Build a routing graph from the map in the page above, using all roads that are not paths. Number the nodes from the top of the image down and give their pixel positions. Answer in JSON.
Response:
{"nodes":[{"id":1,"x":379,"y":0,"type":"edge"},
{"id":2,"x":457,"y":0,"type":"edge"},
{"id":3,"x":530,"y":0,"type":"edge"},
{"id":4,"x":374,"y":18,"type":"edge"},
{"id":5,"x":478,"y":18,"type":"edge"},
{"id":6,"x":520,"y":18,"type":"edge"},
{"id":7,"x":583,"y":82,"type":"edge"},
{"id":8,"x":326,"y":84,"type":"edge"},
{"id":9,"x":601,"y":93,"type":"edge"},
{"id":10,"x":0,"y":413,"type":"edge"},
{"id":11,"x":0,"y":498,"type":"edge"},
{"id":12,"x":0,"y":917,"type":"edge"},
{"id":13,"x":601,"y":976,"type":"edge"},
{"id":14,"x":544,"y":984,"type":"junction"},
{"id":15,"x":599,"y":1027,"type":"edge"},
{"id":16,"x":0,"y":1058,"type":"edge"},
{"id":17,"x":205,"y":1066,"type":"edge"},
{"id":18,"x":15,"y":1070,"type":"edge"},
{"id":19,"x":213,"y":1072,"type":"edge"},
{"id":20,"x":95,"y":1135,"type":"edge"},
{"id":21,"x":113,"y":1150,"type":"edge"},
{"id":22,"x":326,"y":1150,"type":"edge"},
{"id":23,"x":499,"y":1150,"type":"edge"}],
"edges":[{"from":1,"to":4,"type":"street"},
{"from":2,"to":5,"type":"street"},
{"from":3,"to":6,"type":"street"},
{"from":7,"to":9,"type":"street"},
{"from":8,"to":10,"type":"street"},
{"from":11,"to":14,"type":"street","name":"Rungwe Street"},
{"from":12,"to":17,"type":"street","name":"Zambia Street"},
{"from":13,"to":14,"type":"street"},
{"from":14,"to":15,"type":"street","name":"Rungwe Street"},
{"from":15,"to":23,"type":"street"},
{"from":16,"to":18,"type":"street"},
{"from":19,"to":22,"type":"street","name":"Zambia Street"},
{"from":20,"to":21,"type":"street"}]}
----
● **WORK INSTRUCTION**
In full and word for word, write out the data above.

● **OUTPUT**
Build a routing graph from the map in the page above, using all roads that are not paths. Number the nodes from the top of the image down and give their pixel positions. Answer in JSON.
Response:
{"nodes":[{"id":1,"x":379,"y":0,"type":"edge"},
{"id":2,"x":457,"y":0,"type":"edge"},
{"id":3,"x":530,"y":0,"type":"edge"},
{"id":4,"x":374,"y":18,"type":"edge"},
{"id":5,"x":478,"y":18,"type":"edge"},
{"id":6,"x":520,"y":18,"type":"edge"},
{"id":7,"x":583,"y":82,"type":"edge"},
{"id":8,"x":326,"y":84,"type":"edge"},
{"id":9,"x":601,"y":93,"type":"edge"},
{"id":10,"x":0,"y":413,"type":"edge"},
{"id":11,"x":0,"y":498,"type":"edge"},
{"id":12,"x":0,"y":917,"type":"edge"},
{"id":13,"x":601,"y":976,"type":"edge"},
{"id":14,"x":544,"y":984,"type":"junction"},
{"id":15,"x":599,"y":1027,"type":"edge"},
{"id":16,"x":0,"y":1058,"type":"edge"},
{"id":17,"x":205,"y":1066,"type":"edge"},
{"id":18,"x":15,"y":1070,"type":"edge"},
{"id":19,"x":213,"y":1072,"type":"edge"},
{"id":20,"x":95,"y":1135,"type":"edge"},
{"id":21,"x":113,"y":1150,"type":"edge"},
{"id":22,"x":326,"y":1150,"type":"edge"},
{"id":23,"x":499,"y":1150,"type":"edge"}],
"edges":[{"from":1,"to":4,"type":"street"},
{"from":2,"to":5,"type":"street"},
{"from":3,"to":6,"type":"street"},
{"from":7,"to":9,"type":"street"},
{"from":8,"to":10,"type":"street"},
{"from":11,"to":14,"type":"street","name":"Rungwe Street"},
{"from":12,"to":17,"type":"street","name":"Zambia Street"},
{"from":13,"to":14,"type":"street"},
{"from":14,"to":15,"type":"street","name":"Rungwe Street"},
{"from":15,"to":23,"type":"street"},
{"from":16,"to":18,"type":"street"},
{"from":19,"to":22,"type":"street","name":"Zambia Street"},
{"from":20,"to":21,"type":"street"}]}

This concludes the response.